Data Fusion - Preventing Duplicated from sinking t...

yrstruly · 07-21-2022 03:36 AM

Please assist?

I would like to prevent duplicates entering into my Google Bigquery db. I have used the Distinct plugin and noticed that my final data is more than 50% less as my original data. Can i trust this plugin(see screen shots)?

In this ETL Flow, i would like to denormalise some tables to make it more compact in Bigquery. I would like to use the Joiner plugin, see attached. The idea is to join 2 or more tables in the ETL flow and have one table written in Bigquery for it. Please advise?

@kolban @Eduardo_Ortiz

josegutierrez

Yes, you can trust the Distinct plugin. This de-duplicates input records so that all output records are distinct.

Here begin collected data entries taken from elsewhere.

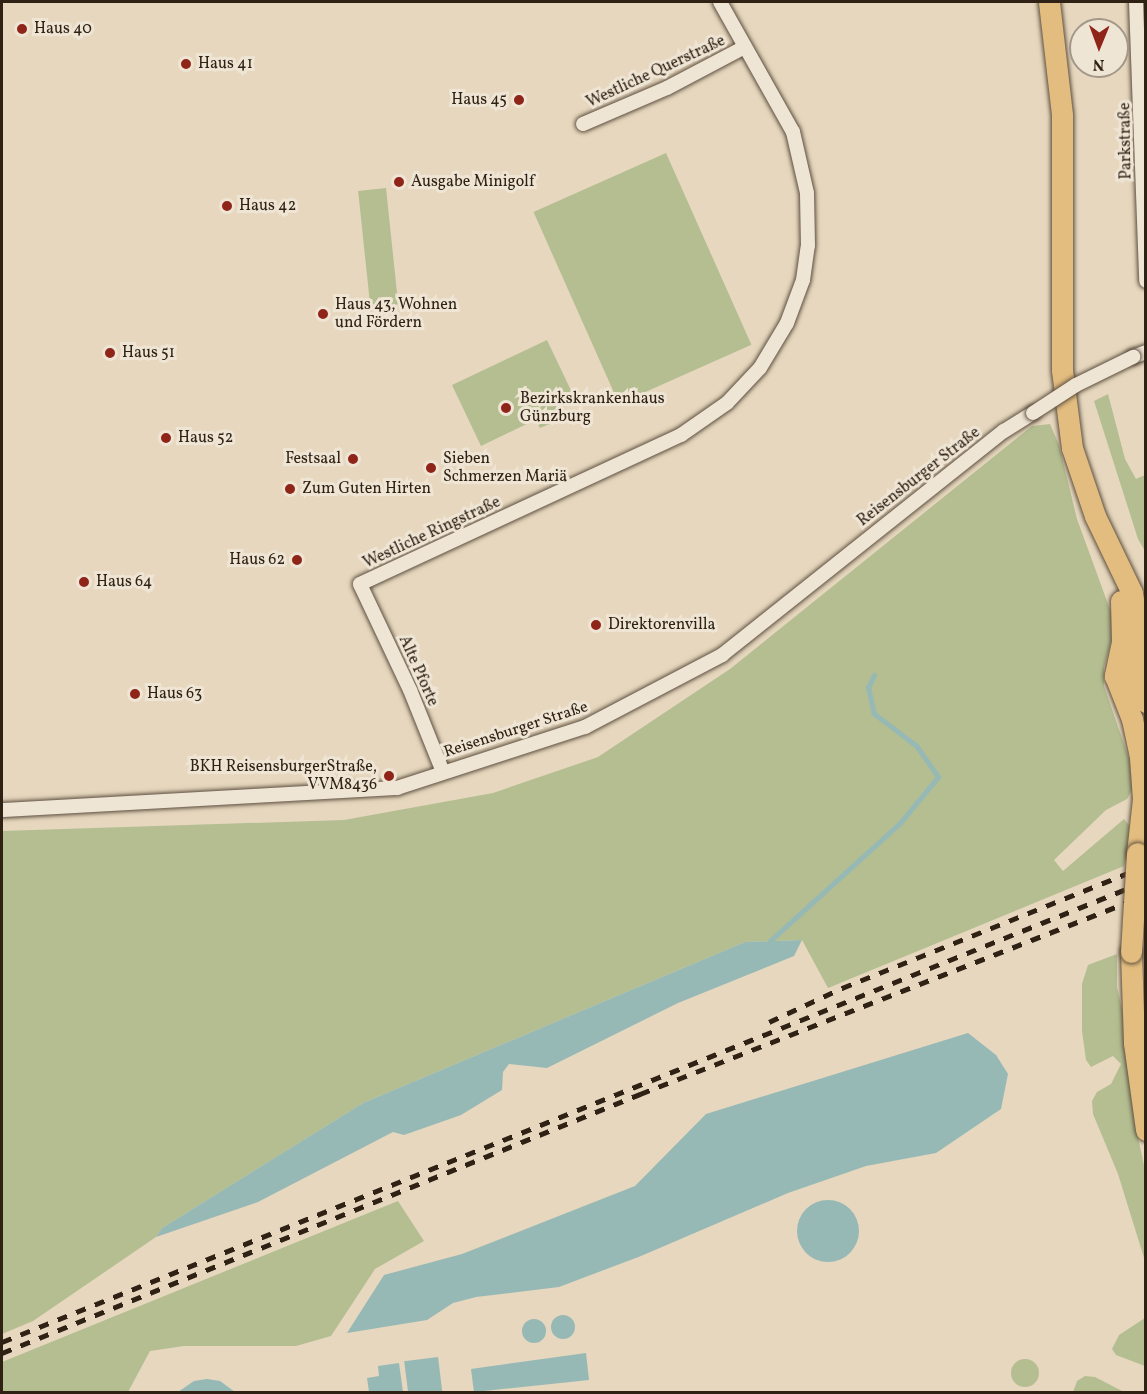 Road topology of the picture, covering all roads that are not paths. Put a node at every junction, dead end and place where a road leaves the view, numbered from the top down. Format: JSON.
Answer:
{"nodes":[{"id":1,"x":720,"y":2,"type":"edge"},
{"id":2,"x":1049,"y":2,"type":"edge"},
{"id":3,"x":1136,"y":2,"type":"edge"},
{"id":4,"x":743,"y":48,"type":"junction"},
{"id":5,"x":1144,"y":119,"type":"edge"},
{"id":6,"x":583,"y":124,"type":"dead end"},
{"id":7,"x":1145,"y":279,"type":"edge"},
{"id":8,"x":1139,"y":355,"type":"edge"},
{"id":9,"x":1108,"y":541,"type":"junction"},
{"id":10,"x":360,"y":584,"type":"joint"},
{"id":11,"x":1139,"y":601,"type":"edge"},
{"id":12,"x":1143,"y":648,"type":"edge"},
{"id":13,"x":1146,"y":702,"type":"edge"},
{"id":14,"x":443,"y":772,"type":"junction"},
{"id":15,"x":2,"y":810,"type":"edge"},
{"id":16,"x":1146,"y":888,"type":"edge"},
{"id":17,"x":1137,"y":950,"type":"junction"},
{"id":18,"x":1146,"y":1019,"type":"edge"},
{"id":19,"x":1146,"y":1130,"type":"edge"}],
"edges":[{"from":1,"to":4,"type":"street","name":"Westliche Ringstraße"},
{"from":2,"to":9,"type":"main road"},
{"from":3,"to":5,"type":"street","name":"Parkstraße"},
{"from":4,"to":6,"type":"street","name":"Westliche Querstraße"},
{"from":4,"to":10,"type":"street","name":"Westliche Ringstraße"},
{"from":5,"to":7,"type":"street","name":"Parkstraße"},
{"from":8,"to":14,"type":"street","name":"Reisensburger Straße","bridge":true},
{"from":9,"to":11,"type":"main road"},
{"from":9,"to":17,"type":"main road","bridge":true},
{"from":10,"to":14,"type":"street","name":"Alte Pforte"},
{"from":11,"to":12,"type":"main road"},
{"from":12,"to":13,"type":"main road"},
{"from":14,"to":15,"type":"street","name":"Reisensburger Straße"},
{"from":16,"to":17,"type":"main road"},
{"from":17,"to":18,"type":"main road"},
{"from":17,"to":19,"type":"main road"}]}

Use the Joiner analytics plugin to combine data from multiple inputs. Joins are based on equality. Supports inner and outer joins, selection and renaming of output fields. You can add a Joiner transformation at any stage in a data pipeline.

yrstruly

Can the Distinct plugin be moved or placed as the first stage of the ETL pipeline to prevent data that has already been loaded to load again. For a ETL job that runs daily?

josegutierrez

No, it cannot be moved or placed at the first stage because this needs to have data to check if there is a duplicate from the data you are loading.

You could add an extra stage/step in your pipeline using the Deduplicate Plugin this will allow you to add extra filters to the loading of the data.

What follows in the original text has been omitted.